Getting old need not be a season of dread. As Timothy Tate says, it can be an opportunity to embrace who we are

Thomas Cole's "The Voyage of Life—Old Age" in the permanent collection of the National Gallery of Art, Washington DC
Thomas Cole's "The Voyage of Life—Old Age" in the permanent collection of the National Gallery of Art, Washington DC
The late American writer, conservationist, social commentator and agitator Edward Abbey, who has in recent years come under fire for his personal flaws as a white male, always identified, nonetheless, as a champion for underdogs, the human kind, plant and animal.

In a recent excerpt from his essay, “The First Morning” featured in the February 2019 edition of The Sun, Abbey observed, “I want to be able to look at and into a juniper tree, a piece of quartz, a vulture, a spider, and see it as it is in itself, devoid of all humanly ascribed qualities...even the categories of scientific description. To meet God or Medusa face-to-face, even if it means risking everything human in myself. I dream of a hard and brutal mysticism in which the naked self merges with a nonhuman world and yet somehow survives still intact, individual, separate. Paradox and bedrock.” 
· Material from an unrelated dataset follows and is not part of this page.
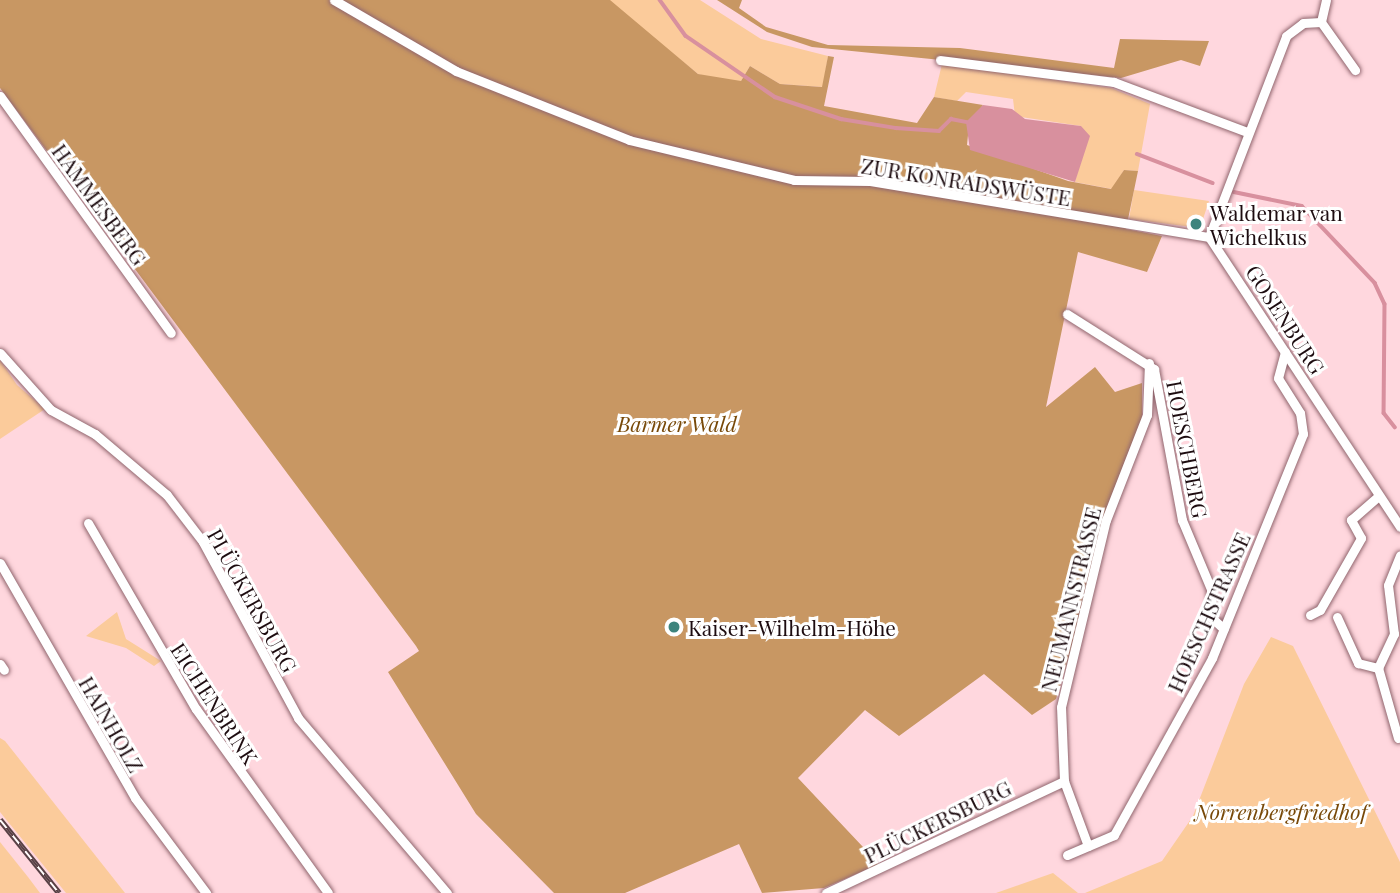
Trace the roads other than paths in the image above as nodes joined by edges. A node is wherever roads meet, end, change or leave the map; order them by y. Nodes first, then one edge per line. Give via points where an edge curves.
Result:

His message: we all are one. And I can tell you that, as humans, we thematically share the same kinds of dreams over and over again.
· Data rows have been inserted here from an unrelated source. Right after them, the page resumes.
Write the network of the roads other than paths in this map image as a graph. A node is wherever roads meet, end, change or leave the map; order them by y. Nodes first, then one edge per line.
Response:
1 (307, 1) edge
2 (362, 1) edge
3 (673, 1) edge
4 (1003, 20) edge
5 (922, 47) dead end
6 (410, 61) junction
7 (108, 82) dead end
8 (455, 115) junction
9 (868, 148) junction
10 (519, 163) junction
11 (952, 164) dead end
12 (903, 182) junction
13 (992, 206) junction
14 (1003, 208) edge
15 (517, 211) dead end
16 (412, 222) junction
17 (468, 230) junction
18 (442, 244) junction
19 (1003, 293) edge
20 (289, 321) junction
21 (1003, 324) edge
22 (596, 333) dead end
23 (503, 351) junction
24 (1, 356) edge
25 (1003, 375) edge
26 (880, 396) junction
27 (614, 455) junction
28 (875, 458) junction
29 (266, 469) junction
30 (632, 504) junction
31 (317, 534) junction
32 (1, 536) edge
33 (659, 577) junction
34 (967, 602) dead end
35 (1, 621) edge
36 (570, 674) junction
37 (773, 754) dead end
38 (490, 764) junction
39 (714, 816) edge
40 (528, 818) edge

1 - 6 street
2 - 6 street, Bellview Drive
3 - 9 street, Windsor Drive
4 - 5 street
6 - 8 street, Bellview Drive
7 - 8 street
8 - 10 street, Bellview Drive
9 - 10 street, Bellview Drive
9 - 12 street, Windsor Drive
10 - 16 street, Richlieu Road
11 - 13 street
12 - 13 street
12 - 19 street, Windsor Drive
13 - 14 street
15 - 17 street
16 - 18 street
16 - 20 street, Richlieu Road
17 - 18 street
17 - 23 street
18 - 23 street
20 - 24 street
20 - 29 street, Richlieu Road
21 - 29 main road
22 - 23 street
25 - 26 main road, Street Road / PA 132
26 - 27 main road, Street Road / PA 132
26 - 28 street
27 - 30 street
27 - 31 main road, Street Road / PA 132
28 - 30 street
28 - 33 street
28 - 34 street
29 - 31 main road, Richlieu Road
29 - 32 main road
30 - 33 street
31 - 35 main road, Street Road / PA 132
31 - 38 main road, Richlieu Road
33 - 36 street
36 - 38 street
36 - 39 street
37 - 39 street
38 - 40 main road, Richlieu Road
Many of our dreams are existential—about living or dying; or they offer narratives about our thoughts in relating to other people and the insecurities and fears we all have. Occasionally, they elevate our conscious awareness, enabling us to sensationally, without opening an eye or taking one footstep, experience the meaning of awe.

I am writing this column while sitting around a fire, after splitting wood well into my fourth cord of the winter. It is February 2019. My firewood guy retired from providing us with dry, seasoned split pine, after he delivered the final load to my single-car concrete driveway in mid-December. It was a bittersweet adieu. Now I am on my own.

I counted on his personal reliable service for 10 years. Watching an uncontested full cord, 4’x 4’x 8’, show up as agreed upon for a price that has held for years by an affable trustworthy friend is heartwarming in a Western-mountain-valley way. It’s an expression of an ethos dwindling behind the force of increased demand and price. I am not sure what the folks up at the mountain resorts are willing to pay for a cord before they decamp to their exclusive hideaways but I bet it’s more than the $190 Kris charged me.

According to my cell phone weather app it is now 3 degrees with a 15- mile-an-hour east wind making it feel like minus 16 degrees with 81 percent humidity to boot.  The snow is coming down again, the variety that in cryogenic frigidity produces Montana’s legendary “cold smoke” power.

I have burned through two stacks of my mixed wood cord in the last two weeks.  We have since experienced what some call the “snowmaggedon” with record dumps recorded for February. An international weather/temperature site states that we had the coldest March 3 anywhere in the world, registering a stiff minus-35 static air temperature, except for a weather station in Antarctica. The weather experts don’t know about Elk Park outside Butte, Montana. that recorded 41-below. We keep things to ourselves in the north country.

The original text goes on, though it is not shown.